Dataset entries
----------
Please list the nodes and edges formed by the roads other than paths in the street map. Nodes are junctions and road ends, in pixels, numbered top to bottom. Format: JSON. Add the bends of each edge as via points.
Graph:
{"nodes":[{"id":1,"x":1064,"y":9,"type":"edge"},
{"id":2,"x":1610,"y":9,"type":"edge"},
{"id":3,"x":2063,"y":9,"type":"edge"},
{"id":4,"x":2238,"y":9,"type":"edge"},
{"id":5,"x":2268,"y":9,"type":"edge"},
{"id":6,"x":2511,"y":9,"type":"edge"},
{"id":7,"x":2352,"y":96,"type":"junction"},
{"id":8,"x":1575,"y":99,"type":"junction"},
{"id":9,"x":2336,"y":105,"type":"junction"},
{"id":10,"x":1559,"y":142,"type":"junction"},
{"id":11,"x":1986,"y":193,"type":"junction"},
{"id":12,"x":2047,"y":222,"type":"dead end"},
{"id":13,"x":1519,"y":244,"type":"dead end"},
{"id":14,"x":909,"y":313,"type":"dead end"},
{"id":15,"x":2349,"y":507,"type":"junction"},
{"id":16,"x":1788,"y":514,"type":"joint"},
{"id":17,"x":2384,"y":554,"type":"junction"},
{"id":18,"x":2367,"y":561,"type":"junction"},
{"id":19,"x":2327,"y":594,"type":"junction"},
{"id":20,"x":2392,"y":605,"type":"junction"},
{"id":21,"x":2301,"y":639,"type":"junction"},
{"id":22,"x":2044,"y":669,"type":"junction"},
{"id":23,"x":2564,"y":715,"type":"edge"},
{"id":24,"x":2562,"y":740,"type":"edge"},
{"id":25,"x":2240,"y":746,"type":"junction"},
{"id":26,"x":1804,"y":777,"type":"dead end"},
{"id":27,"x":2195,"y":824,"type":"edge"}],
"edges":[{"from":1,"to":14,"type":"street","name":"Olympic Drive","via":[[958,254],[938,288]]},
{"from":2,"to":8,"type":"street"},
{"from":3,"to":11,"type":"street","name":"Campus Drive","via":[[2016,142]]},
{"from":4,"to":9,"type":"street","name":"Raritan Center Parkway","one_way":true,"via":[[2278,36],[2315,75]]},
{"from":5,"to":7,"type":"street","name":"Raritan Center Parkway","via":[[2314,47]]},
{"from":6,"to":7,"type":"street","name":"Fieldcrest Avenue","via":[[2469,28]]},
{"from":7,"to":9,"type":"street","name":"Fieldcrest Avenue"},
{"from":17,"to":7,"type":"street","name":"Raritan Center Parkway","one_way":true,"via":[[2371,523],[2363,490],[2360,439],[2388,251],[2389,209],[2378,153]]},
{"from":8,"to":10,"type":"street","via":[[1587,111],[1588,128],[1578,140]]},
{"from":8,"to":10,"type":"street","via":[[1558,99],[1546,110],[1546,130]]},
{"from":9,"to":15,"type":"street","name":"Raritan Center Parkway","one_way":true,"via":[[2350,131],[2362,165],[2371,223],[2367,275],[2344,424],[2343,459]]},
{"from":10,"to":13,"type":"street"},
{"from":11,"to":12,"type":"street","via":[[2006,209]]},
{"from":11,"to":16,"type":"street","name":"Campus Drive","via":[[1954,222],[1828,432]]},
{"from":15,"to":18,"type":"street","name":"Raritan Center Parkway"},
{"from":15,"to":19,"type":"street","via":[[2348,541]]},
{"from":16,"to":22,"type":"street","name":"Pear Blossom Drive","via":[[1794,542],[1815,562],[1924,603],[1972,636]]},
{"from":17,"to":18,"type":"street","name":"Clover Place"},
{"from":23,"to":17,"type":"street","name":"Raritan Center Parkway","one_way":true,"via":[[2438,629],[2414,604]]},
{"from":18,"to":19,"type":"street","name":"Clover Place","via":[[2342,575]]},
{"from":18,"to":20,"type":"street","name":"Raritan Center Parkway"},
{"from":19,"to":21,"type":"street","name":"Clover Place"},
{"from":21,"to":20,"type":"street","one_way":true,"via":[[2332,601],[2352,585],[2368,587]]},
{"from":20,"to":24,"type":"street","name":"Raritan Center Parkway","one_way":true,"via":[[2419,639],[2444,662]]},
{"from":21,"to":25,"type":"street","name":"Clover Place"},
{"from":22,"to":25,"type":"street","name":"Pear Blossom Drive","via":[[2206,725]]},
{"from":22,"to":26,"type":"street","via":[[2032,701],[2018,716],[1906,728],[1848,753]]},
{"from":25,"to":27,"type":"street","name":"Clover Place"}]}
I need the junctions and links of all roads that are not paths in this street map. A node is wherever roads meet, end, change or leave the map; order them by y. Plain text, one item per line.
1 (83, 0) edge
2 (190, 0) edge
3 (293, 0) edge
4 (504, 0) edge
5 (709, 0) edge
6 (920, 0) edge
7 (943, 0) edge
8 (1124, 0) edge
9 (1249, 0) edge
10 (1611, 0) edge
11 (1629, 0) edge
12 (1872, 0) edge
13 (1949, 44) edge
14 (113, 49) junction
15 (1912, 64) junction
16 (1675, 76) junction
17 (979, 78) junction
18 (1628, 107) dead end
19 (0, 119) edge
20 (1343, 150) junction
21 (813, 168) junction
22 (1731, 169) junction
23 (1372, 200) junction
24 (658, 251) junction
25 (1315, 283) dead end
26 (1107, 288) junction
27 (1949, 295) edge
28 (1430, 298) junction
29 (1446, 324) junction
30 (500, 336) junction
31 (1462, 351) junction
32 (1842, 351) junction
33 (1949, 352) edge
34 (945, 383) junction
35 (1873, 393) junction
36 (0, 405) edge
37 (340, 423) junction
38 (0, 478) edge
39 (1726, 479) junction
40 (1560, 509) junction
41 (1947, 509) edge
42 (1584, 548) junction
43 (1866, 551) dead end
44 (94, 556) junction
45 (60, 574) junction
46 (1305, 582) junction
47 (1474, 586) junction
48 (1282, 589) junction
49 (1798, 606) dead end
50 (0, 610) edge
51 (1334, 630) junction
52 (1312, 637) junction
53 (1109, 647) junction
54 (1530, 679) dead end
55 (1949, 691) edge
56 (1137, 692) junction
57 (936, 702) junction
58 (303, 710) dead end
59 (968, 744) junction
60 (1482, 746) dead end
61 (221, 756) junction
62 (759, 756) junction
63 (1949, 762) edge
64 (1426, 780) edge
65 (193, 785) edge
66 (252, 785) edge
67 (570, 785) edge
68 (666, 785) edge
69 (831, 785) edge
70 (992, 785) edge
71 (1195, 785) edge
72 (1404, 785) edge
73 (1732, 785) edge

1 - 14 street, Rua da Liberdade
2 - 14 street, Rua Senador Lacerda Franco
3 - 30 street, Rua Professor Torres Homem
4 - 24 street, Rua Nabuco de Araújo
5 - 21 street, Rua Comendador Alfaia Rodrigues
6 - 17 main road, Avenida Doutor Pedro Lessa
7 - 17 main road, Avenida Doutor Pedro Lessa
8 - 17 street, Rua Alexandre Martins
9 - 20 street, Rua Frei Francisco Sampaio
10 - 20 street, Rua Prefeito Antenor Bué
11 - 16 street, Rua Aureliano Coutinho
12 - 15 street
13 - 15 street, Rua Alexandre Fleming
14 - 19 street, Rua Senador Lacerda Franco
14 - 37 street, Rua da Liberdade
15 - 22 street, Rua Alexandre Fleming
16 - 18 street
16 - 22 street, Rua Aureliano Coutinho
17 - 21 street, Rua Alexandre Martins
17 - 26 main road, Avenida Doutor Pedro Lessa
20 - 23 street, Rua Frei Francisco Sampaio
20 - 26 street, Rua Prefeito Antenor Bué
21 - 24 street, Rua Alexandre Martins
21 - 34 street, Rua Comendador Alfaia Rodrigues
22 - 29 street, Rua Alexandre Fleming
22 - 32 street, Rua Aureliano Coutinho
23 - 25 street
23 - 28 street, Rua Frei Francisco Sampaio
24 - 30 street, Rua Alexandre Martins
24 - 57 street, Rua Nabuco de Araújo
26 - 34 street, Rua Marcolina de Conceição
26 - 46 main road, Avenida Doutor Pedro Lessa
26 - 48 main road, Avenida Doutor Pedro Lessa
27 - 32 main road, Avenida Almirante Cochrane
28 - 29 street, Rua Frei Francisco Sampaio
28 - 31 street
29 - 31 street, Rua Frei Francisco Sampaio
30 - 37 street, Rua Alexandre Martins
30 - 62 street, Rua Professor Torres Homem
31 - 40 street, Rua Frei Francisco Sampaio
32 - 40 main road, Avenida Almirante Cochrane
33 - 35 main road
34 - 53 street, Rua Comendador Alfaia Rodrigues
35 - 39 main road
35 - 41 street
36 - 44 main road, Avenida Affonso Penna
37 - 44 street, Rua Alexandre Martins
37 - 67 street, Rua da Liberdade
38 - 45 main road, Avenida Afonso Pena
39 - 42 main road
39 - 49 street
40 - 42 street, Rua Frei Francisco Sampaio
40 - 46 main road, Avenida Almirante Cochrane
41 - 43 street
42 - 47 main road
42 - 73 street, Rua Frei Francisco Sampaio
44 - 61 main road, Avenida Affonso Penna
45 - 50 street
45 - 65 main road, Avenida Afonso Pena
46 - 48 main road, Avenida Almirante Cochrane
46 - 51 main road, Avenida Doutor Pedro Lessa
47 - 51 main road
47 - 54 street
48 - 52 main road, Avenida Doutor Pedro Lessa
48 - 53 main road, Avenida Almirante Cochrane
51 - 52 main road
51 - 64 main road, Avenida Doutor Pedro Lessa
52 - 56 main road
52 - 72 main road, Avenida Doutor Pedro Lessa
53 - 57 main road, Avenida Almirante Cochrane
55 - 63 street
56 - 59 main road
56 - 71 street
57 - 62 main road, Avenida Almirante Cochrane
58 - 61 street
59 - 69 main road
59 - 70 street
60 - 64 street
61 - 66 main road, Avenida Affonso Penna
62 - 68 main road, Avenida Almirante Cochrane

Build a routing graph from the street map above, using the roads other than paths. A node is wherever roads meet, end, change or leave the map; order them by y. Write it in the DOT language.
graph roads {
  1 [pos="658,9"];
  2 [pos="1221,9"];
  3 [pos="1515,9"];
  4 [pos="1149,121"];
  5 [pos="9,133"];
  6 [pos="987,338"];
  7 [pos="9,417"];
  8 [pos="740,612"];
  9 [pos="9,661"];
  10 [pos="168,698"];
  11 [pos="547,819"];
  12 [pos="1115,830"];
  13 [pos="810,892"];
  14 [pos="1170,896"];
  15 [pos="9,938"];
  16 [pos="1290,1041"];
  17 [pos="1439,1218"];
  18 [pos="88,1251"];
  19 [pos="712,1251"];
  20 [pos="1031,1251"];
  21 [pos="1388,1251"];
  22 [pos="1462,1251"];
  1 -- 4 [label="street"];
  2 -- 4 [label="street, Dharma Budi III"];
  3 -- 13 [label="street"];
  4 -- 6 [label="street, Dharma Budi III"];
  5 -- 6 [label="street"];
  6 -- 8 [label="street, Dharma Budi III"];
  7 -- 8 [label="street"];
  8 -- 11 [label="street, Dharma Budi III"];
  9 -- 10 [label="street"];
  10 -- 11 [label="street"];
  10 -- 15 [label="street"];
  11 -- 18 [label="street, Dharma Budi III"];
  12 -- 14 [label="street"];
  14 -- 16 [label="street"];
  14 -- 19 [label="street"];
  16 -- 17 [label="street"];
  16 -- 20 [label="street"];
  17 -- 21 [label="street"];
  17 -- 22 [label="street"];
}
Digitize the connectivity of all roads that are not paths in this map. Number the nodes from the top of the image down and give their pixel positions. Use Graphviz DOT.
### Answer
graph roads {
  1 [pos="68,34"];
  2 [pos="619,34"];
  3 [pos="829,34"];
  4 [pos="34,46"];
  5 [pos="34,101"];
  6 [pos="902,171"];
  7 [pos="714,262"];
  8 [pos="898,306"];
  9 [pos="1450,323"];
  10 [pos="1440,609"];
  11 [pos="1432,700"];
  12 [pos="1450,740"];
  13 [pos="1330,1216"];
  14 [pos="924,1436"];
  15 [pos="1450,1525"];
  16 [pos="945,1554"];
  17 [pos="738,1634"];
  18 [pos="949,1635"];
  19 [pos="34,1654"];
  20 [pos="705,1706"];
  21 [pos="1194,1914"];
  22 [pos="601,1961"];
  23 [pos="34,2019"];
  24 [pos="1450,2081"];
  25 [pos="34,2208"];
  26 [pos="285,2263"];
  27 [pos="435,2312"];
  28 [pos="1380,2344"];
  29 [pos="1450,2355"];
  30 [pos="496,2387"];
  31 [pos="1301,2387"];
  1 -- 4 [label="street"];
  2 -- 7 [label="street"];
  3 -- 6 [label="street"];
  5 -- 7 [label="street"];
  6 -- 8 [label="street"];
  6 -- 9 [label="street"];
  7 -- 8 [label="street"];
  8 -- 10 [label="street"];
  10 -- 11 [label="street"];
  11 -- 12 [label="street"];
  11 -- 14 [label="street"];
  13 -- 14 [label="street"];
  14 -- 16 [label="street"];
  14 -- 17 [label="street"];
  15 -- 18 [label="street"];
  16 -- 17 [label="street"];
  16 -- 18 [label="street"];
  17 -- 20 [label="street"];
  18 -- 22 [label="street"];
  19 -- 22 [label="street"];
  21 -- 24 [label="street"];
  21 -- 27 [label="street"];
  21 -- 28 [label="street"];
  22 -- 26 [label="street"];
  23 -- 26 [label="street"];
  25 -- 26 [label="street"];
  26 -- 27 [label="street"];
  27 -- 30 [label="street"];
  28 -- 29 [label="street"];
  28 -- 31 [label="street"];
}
----------
[EXERCISE DIRECTIONS] In the records above, how many lines hold the string "Affonso"? Reply with only the number.

[ANSWER TO THE EXERCISE] 3